I wasn’t sure what he wanted me to reply. That I could handle anything he threw my way? I didn’t want to throw all my cards down unless I knew he was feeling just as strongly as I was. “It sounds like you’re making excuses, that maybe you don’t really want this, or feel . . .”
“No, that’s not it. It’s just, I’m not him anymore, the guy in the canoe.”
“I’m not that girl, either. This isn’t just nostalgia for me.”
He gave me a skeptical look. I felt suddenly as though I had said too much. I was out in the open, no armour.
“So, maybe let’s cool it down,” I said, “while we’re here. Spend the rest of the summer contemplating what we really want,
you know?”
He nodded. Gripped the top plank of the fence with both hands and looked down. “OK,” he whispered.
“So we’ll revisit our feelings, before we leave the cabins.”
“Yeah. I mean, we can just be friends while we’re here,” he said, his voice brightening as he spoke. “Get our lives together,
I mean, both of us, we’re in a kind of transitional time and place.”
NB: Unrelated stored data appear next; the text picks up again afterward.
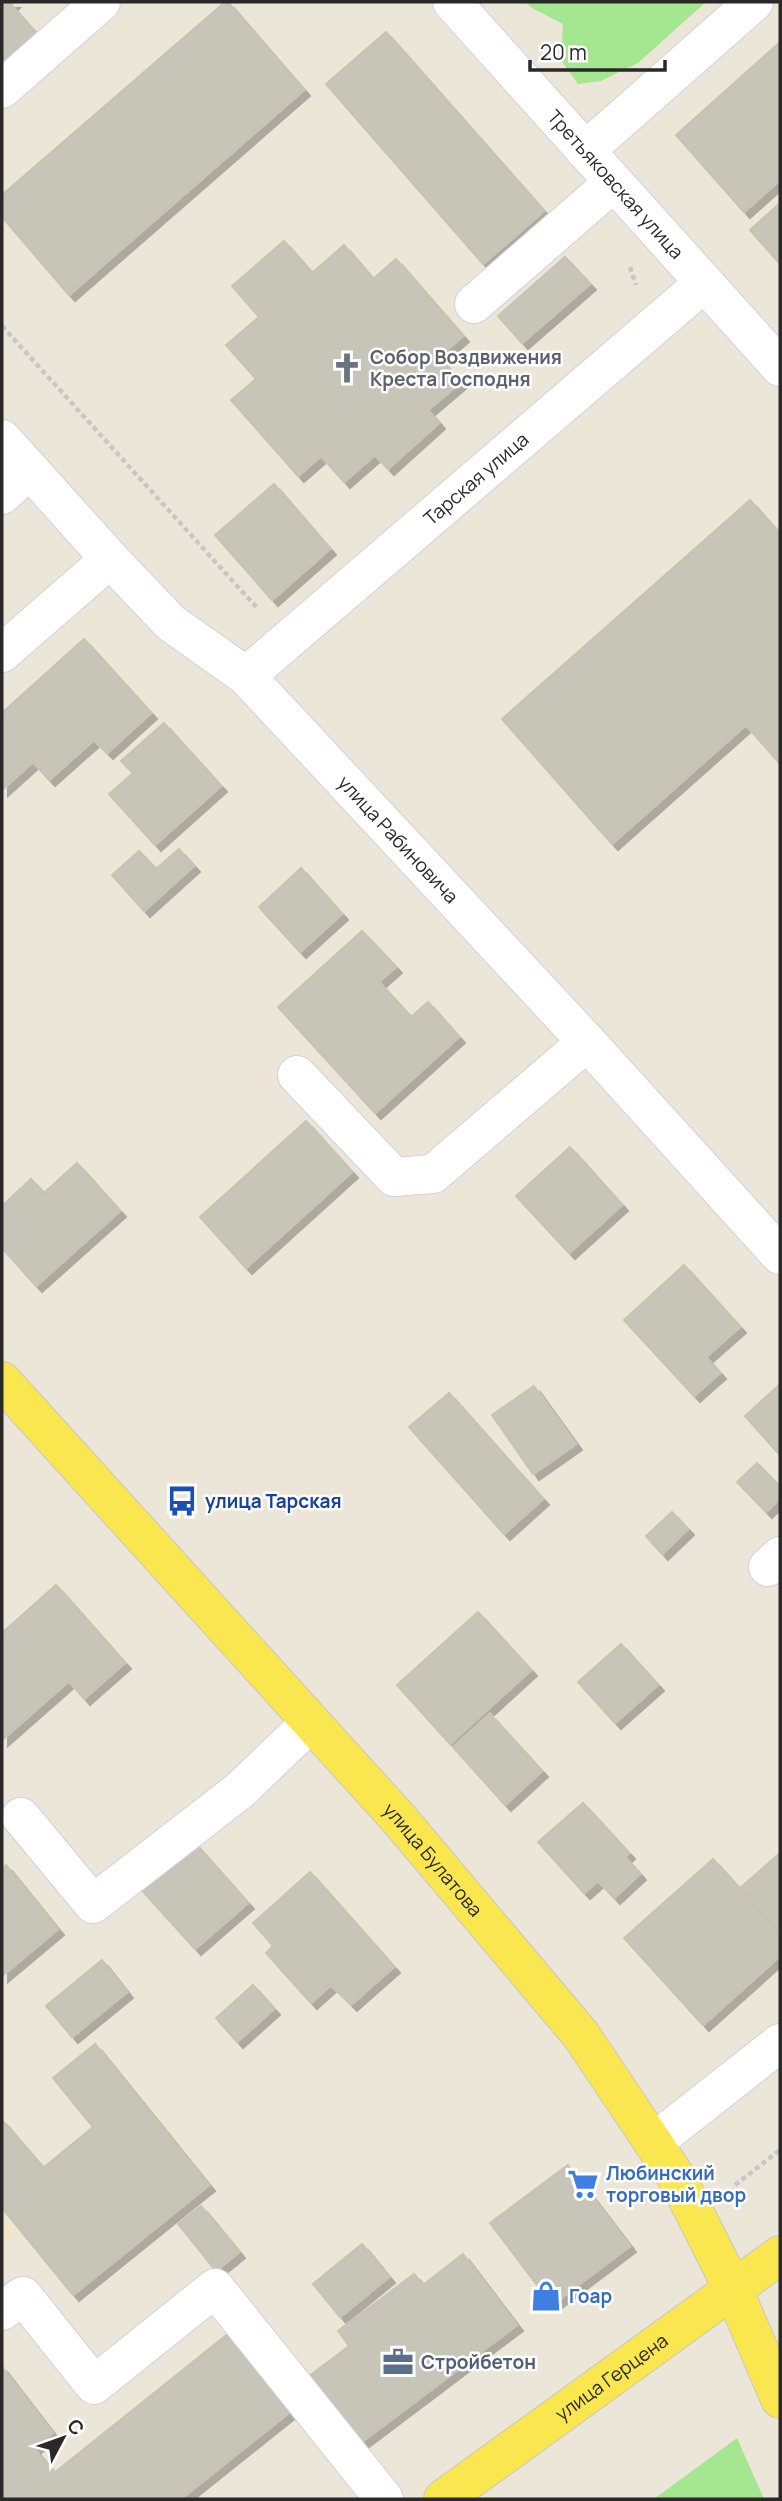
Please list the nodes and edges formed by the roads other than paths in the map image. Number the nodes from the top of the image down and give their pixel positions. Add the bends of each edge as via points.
1 (101, 2) edge
2 (452, 2) edge
3 (754, 2) edge
4 (2, 89) edge
5 (585, 151) junction
6 (613, 183) junction
7 (704, 283) junction
8 (474, 304) dead end
9 (780, 367) edge
10 (2, 439) edge
11 (29, 470) junction
12 (2, 495) edge
13 (110, 559) junction
14 (2, 653) edge
15 (246, 676) junction
16 (587, 1042) junction
17 (298, 1075) dead end
18 (780, 1255) edge
19 (2, 1382) edge
20 (311, 1722) junction
21 (21, 1817) dead end
22 (780, 2043) edge
23 (654, 2143) junction
24 (780, 2255) edge
25 (733, 2289) junction
26 (2, 2311) edge
27 (780, 2399) edge
28 (384, 2499) edge
29 (443, 2499) edge

1 - 4 street
2 - 5 street, Третьяковская улица
3 - 5 street
5 - 6 street, Третьяковская улица
6 - 7 street, Третьяковская улица
6 - 8 street
7 - 9 street, Третьяковская улица
7 - 15 street, Тарская улица
10 - 11 street, улица Рабиновича
11 - 12 street
11 - 13 street, улица Рабиновича
13 - 14 street
13 - 15 street, улица Рабиновича via 171,622
15 - 16 street, улица Рабиновича
16 - 17 street via 433,1174 394,1177
16 - 18 street, улица Рабиновича
19 - 20 main road, улица Булатова
20 - 21 street via 239,1791 93,1904
20 - 23 main road, улица Булатова via 581,2035
22 - 23 street
23 - 25 main road, улица Булатова
24 - 25 main road, улица Герцена
25 - 27 main road, улица Булатова
25 - 29 main road, улица Герцена
26 - 28 street via 23,2296 94,2385 215,2288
“It would be good to, you know, figure out what we want on our own, and then decide if that works, like, together.”
I felt like we were brokering a deal, being logical. It made no emotional sense, but we had to be mature about it, didn’t
we?
“Hug?”
“Yeah.”
We embraced. I started to cry a little into his chest, and then pulled back.
“This is the mature thing to do, right?” I said.
“Right.” But he didn’t sound convinced.
“I guess I should go back and make dinner.”
“Yeah, look, I’m sorry I’m not being articulate, it’s just a lot to process.”
I nodded, wanting him to reach for me, draw me close, make all the tension go away. I wanted him to parrot what he’d said
in his birchbark note, that he was all in. All in implies one has thought about the future, or at least, thought about the next few weeks. Instead, he crossed his arms. His face looked like he was doing a math problem.
“I fixed the pilot light.”
“You’re a man of many talents,” I said, and then started to cry again. What was happening to me?
He reached out and squeezed my hand, refusing to let go until I pulled it away.
“You OK, Goldy?” Whenever he called my Goldy, I felt alight from within. Just a sparkly bug in an expanding sky. Insane. But
what were romantic nicknames and birchbark love notes if they didn’t come with being able to talk about real life? We could
not continue to act as if we were still those two young kids in a canoe; the future was already here. We were in it.
“I have no idea,” I said, as I walked away. I felt my body move toward the cabin before I’d consciously decided to. I turned
briefly, watching as he unlatched the fence to join Snow.
My mom acted like I was insane for being mad at her, which only compounded my fury. I couldn’t explain what had happened with
Dave and the reason for being so mad, but it didn’t stop me from launching into all the reasons I’d ever been mad at her.